WORK TO COMPLETE: Go through the entries below and copy every line that holds the word "Whitechurch".

RECORDS FOR THIS TASK:
━━━━━━━━

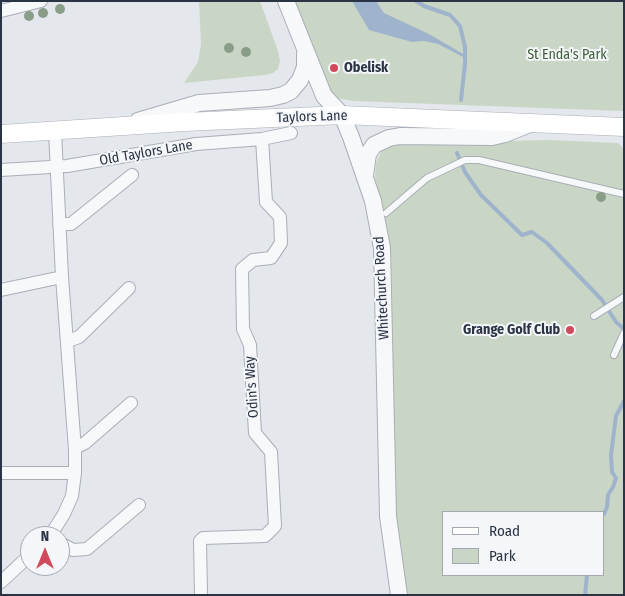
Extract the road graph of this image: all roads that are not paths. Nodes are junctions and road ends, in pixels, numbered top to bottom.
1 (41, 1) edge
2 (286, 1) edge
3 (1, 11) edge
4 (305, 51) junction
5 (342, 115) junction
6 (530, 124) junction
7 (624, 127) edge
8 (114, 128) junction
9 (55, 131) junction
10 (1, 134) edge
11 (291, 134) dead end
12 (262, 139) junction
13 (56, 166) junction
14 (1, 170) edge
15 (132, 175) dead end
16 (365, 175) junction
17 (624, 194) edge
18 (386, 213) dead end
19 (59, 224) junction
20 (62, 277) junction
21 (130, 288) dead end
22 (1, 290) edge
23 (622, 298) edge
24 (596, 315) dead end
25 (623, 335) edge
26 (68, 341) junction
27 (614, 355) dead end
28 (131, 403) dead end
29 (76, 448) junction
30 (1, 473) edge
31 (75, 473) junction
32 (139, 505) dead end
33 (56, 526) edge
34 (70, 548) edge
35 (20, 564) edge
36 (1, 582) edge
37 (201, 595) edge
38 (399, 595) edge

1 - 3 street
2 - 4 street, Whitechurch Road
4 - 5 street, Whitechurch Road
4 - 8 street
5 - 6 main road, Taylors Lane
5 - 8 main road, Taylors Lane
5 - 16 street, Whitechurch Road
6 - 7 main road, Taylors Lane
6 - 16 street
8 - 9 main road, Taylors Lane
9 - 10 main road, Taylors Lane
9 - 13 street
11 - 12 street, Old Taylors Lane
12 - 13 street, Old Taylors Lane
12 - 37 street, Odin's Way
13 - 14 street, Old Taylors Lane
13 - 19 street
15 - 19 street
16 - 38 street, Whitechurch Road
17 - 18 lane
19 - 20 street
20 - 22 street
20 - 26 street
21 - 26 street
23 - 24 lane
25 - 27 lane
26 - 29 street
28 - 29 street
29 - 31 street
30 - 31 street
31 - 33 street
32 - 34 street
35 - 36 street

━━━━━━━━

OUTPUT OF THE EXERCISE:
2 - 4 street, Whitechurch Road
4 - 5 street, Whitechurch Road
5 - 16 street, Whitechurch Road
16 - 38 street, Whitechurch Road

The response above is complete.